For the balance of 2014, we expect to continue to focus our business plan on increasing our network of affiliated financial advisors, primarily through recruiting efforts. Although we will continue to attempt to recruit those financial advisors who serve as financial planners (who sell primarily annuities, insurance, mutual funds and fee-based products), we also intend to pursue the addition of financial advisors who focus on the sale of different types of products and securities, namely investment advisory services and equity and fixed income products. Because of the numerous factors influencing a financial advisors decision to affiliate with us, there can be no assurance that we will be successful in our recruiting efforts. We may also pursue mergers with, or the acquisition of the assets of, other brokerage firms if the Merger is not consummated. Our ability to realize growth through acquisitions, however, will depend on the availability of suitable broker-dealer candidates and our ability to successfully negotiate favorable terms (from both sellers, as well as financing sources, if necessary), and there can be no assurance that we will be able to consummate any such acquisitions. Further, there are costs associated with the integration of new businesses and personnel, which may be more than we anticipate at that time. Thus, there is no assurance that we will be able to successfully execute such growth strategy.
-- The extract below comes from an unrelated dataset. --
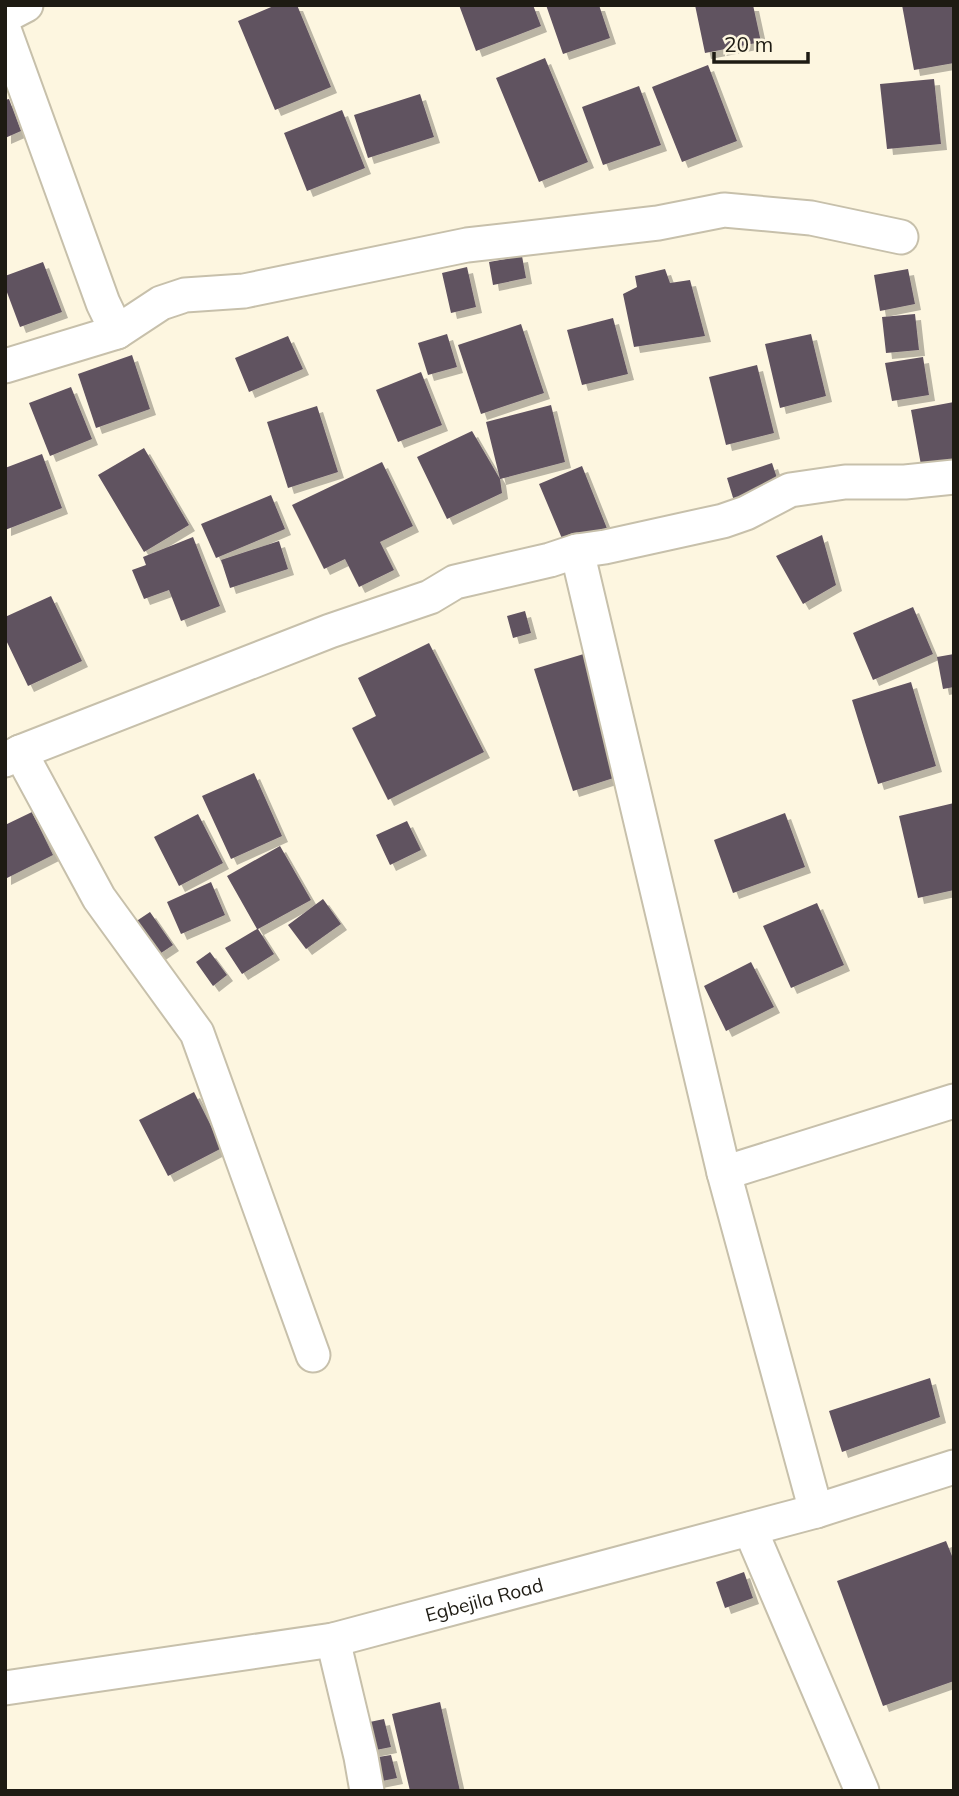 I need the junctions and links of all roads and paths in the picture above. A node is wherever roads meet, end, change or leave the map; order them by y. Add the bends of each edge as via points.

Interest and dividends increased by $18,000, or 9%, from $206,000 in the 2013 Quarter to $224,000 in the 2014 Quarter. Interest and dividend income is comprised primarily of that portion of the interest income earned from, and the interest expense charged to, clients of Summit Brokerage that are received from our Clearing Brokers. The increase in Quarter over Quarter results is due primarily to an increase in the margin balances carried by our clients (upon which they are required to pay interest) as a result of an increase in investor activity in prior periods. Prospectively, we would expect that the amount that we earn from our Clearing Brokers will continue to decline, as it has for the past several quarters, as a result of low interest rates. Furthermore, given the low interest rate environment, we believe that the likelihood of additional reductions is great should interest rates remain at their current levels. Unless Summit Brokerage is able to offset these decreases with proportionate increases in the balances upon which such interest amounts are earned, our earnings will be negatively impacted, as was the case in 2012 and 2013. A significant reduction in such interest income may have a material, adverse impact on the Companys operating results.